DATA PROVIDED START

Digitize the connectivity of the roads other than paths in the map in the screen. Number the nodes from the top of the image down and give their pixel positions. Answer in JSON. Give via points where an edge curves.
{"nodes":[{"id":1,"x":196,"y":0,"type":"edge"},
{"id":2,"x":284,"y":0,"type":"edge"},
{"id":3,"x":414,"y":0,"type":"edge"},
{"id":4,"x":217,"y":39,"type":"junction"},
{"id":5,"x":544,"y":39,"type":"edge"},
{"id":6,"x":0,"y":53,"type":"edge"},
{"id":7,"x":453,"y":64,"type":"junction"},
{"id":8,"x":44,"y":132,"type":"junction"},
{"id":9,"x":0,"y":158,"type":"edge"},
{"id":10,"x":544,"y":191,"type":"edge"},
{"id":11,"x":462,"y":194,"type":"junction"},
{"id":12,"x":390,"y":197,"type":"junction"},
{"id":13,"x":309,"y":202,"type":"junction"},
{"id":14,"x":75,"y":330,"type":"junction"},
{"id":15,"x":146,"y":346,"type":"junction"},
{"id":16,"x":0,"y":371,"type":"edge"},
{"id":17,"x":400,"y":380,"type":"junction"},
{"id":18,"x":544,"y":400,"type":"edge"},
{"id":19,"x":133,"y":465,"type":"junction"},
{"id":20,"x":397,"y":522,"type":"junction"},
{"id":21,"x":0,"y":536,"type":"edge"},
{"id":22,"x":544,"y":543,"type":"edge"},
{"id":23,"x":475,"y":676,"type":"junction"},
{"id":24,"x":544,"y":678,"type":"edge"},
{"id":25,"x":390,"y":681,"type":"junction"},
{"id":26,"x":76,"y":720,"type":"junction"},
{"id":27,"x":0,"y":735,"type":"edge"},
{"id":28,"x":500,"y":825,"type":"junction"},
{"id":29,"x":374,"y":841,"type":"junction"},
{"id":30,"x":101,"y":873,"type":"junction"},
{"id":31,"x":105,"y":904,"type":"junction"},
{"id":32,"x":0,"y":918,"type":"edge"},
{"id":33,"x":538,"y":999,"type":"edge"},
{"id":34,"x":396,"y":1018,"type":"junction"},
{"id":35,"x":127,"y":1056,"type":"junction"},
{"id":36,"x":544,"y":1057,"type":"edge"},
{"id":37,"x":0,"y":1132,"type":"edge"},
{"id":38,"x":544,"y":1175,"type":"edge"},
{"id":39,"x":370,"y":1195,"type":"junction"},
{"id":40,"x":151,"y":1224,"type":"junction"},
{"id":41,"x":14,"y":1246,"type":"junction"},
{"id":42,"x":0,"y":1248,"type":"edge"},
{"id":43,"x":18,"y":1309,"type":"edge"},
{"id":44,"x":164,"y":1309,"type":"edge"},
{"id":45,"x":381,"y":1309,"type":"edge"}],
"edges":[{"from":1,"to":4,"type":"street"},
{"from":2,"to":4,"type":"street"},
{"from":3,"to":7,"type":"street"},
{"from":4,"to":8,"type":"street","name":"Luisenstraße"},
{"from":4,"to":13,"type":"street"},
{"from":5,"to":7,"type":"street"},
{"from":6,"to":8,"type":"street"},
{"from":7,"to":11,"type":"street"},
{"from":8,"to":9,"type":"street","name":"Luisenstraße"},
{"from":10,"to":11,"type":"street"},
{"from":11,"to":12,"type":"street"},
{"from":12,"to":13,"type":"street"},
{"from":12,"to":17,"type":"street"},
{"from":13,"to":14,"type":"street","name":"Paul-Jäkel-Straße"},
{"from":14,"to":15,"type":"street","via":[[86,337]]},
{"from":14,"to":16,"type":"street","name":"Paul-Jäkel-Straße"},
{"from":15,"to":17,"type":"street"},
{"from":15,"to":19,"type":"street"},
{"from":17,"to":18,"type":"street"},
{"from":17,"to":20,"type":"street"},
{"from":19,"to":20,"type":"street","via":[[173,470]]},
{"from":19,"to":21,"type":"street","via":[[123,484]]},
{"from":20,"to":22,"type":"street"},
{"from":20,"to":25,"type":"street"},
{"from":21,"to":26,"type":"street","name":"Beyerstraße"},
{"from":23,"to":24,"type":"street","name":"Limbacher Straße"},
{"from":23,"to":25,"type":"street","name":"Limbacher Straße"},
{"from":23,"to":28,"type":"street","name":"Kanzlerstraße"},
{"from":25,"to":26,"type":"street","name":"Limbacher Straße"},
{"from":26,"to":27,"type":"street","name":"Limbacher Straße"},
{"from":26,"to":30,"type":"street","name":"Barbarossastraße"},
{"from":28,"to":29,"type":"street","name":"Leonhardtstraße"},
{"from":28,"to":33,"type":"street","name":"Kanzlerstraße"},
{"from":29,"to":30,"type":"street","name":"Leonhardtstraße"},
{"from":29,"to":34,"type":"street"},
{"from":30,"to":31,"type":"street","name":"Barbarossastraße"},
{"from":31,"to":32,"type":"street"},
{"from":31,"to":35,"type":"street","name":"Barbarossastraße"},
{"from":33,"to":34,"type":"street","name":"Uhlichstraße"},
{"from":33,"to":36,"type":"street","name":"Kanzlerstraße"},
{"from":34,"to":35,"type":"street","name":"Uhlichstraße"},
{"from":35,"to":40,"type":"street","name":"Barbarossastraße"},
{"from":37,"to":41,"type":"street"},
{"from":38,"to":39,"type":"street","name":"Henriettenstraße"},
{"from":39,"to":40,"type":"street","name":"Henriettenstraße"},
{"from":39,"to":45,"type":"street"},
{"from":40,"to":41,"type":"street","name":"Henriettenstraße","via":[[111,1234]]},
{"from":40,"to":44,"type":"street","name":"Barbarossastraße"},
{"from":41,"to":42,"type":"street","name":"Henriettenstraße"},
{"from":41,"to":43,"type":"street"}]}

DATA PROVIDED END

• [PROBLEM DESCRIPTION] Your answer should be the data above, retyped exactly.

• [WRITTEN REPLY]
Digitize the connectivity of the roads other than paths in the map in the screen. Number the nodes from the top of the image down and give their pixel positions. Answer in JSON. Give via points where an edge curves.
{"nodes":[{"id":1,"x":196,"y":0,"type":"edge"},
{"id":2,"x":284,"y":0,"type":"edge"},
{"id":3,"x":414,"y":0,"type":"edge"},
{"id":4,"x":217,"y":39,"type":"junction"},
{"id":5,"x":544,"y":39,"type":"edge"},
{"id":6,"x":0,"y":53,"type":"edge"},
{"id":7,"x":453,"y":64,"type":"junction"},
{"id":8,"x":44,"y":132,"type":"junction"},
{"id":9,"x":0,"y":158,"type":"edge"},
{"id":10,"x":544,"y":191,"type":"edge"},
{"id":11,"x":462,"y":194,"type":"junction"},
{"id":12,"x":390,"y":197,"type":"junction"},
{"id":13,"x":309,"y":202,"type":"junction"},
{"id":14,"x":75,"y":330,"type":"junction"},
{"id":15,"x":146,"y":346,"type":"junction"},
{"id":16,"x":0,"y":371,"type":"edge"},
{"id":17,"x":400,"y":380,"type":"junction"},
{"id":18,"x":544,"y":400,"type":"edge"},
{"id":19,"x":133,"y":465,"type":"junction"},
{"id":20,"x":397,"y":522,"type":"junction"},
{"id":21,"x":0,"y":536,"type":"edge"},
{"id":22,"x":544,"y":543,"type":"edge"},
{"id":23,"x":475,"y":676,"type":"junction"},
{"id":24,"x":544,"y":678,"type":"edge"},
{"id":25,"x":390,"y":681,"type":"junction"},
{"id":26,"x":76,"y":720,"type":"junction"},
{"id":27,"x":0,"y":735,"type":"edge"},
{"id":28,"x":500,"y":825,"type":"junction"},
{"id":29,"x":374,"y":841,"type":"junction"},
{"id":30,"x":101,"y":873,"type":"junction"},
{"id":31,"x":105,"y":904,"type":"junction"},
{"id":32,"x":0,"y":918,"type":"edge"},
{"id":33,"x":538,"y":999,"type":"edge"},
{"id":34,"x":396,"y":1018,"type":"junction"},
{"id":35,"x":127,"y":1056,"type":"junction"},
{"id":36,"x":544,"y":1057,"type":"edge"},
{"id":37,"x":0,"y":1132,"type":"edge"},
{"id":38,"x":544,"y":1175,"type":"edge"},
{"id":39,"x":370,"y":1195,"type":"junction"},
{"id":40,"x":151,"y":1224,"type":"junction"},
{"id":41,"x":14,"y":1246,"type":"junction"},
{"id":42,"x":0,"y":1248,"type":"edge"},
{"id":43,"x":18,"y":1309,"type":"edge"},
{"id":44,"x":164,"y":1309,"type":"edge"},
{"id":45,"x":381,"y":1309,"type":"edge"}],
"edges":[{"from":1,"to":4,"type":"street"},
{"from":2,"to":4,"type":"street"},
{"from":3,"to":7,"type":"street"},
{"from":4,"to":8,"type":"street","name":"Luisenstraße"},
{"from":4,"to":13,"type":"street"},
{"from":5,"to":7,"type":"street"},
{"from":6,"to":8,"type":"street"},
{"from":7,"to":11,"type":"street"},
{"from":8,"to":9,"type":"street","name":"Luisenstraße"},
{"from":10,"to":11,"type":"street"},
{"from":11,"to":12,"type":"street"},
{"from":12,"to":13,"type":"street"},
{"from":12,"to":17,"type":"street"},
{"from":13,"to":14,"type":"street","name":"Paul-Jäkel-Straße"},
{"from":14,"to":15,"type":"street","via":[[86,337]]},
{"from":14,"to":16,"type":"street","name":"Paul-Jäkel-Straße"},
{"from":15,"to":17,"type":"street"},
{"from":15,"to":19,"type":"street"},
{"from":17,"to":18,"type":"street"},
{"from":17,"to":20,"type":"street"},
{"from":19,"to":20,"type":"street","via":[[173,470]]},
{"from":19,"to":21,"type":"street","via":[[123,484]]},
{"from":20,"to":22,"type":"street"},
{"from":20,"to":25,"type":"street"},
{"from":21,"to":26,"type":"street","name":"Beyerstraße"},
{"from":23,"to":24,"type":"street","name":"Limbacher Straße"},
{"from":23,"to":25,"type":"street","name":"Limbacher Straße"},
{"from":23,"to":28,"type":"street","name":"Kanzlerstraße"},
{"from":25,"to":26,"type":"street","name":"Limbacher Straße"},
{"from":26,"to":27,"type":"street","name":"Limbacher Straße"},
{"from":26,"to":30,"type":"street","name":"Barbarossastraße"},
{"from":28,"to":29,"type":"street","name":"Leonhardtstraße"},
{"from":28,"to":33,"type":"street","name":"Kanzlerstraße"},
{"from":29,"to":30,"type":"street","name":"Leonhardtstraße"},
{"from":29,"to":34,"type":"street"},
{"from":30,"to":31,"type":"street","name":"Barbarossastraße"},
{"from":31,"to":32,"type":"street"},
{"from":31,"to":35,"type":"street","name":"Barbarossastraße"},
{"from":33,"to":34,"type":"street","name":"Uhlichstraße"},
{"from":33,"to":36,"type":"street","name":"Kanzlerstraße"},
{"from":34,"to":35,"type":"street","name":"Uhlichstraße"},
{"from":35,"to":40,"type":"street","name":"Barbarossastraße"},
{"from":37,"to":41,"type":"street"},
{"from":38,"to":39,"type":"street","name":"Henriettenstraße"},
{"from":39,"to":40,"type":"street","name":"Henriettenstraße"},
{"from":39,"to":45,"type":"street"},
{"from":40,"to":41,"type":"street","name":"Henriettenstraße","via":[[111,1234]]},
{"from":40,"to":44,"type":"street","name":"Barbarossastraße"},
{"from":41,"to":42,"type":"street","name":"Henriettenstraße"},
{"from":41,"to":43,"type":"street"}]}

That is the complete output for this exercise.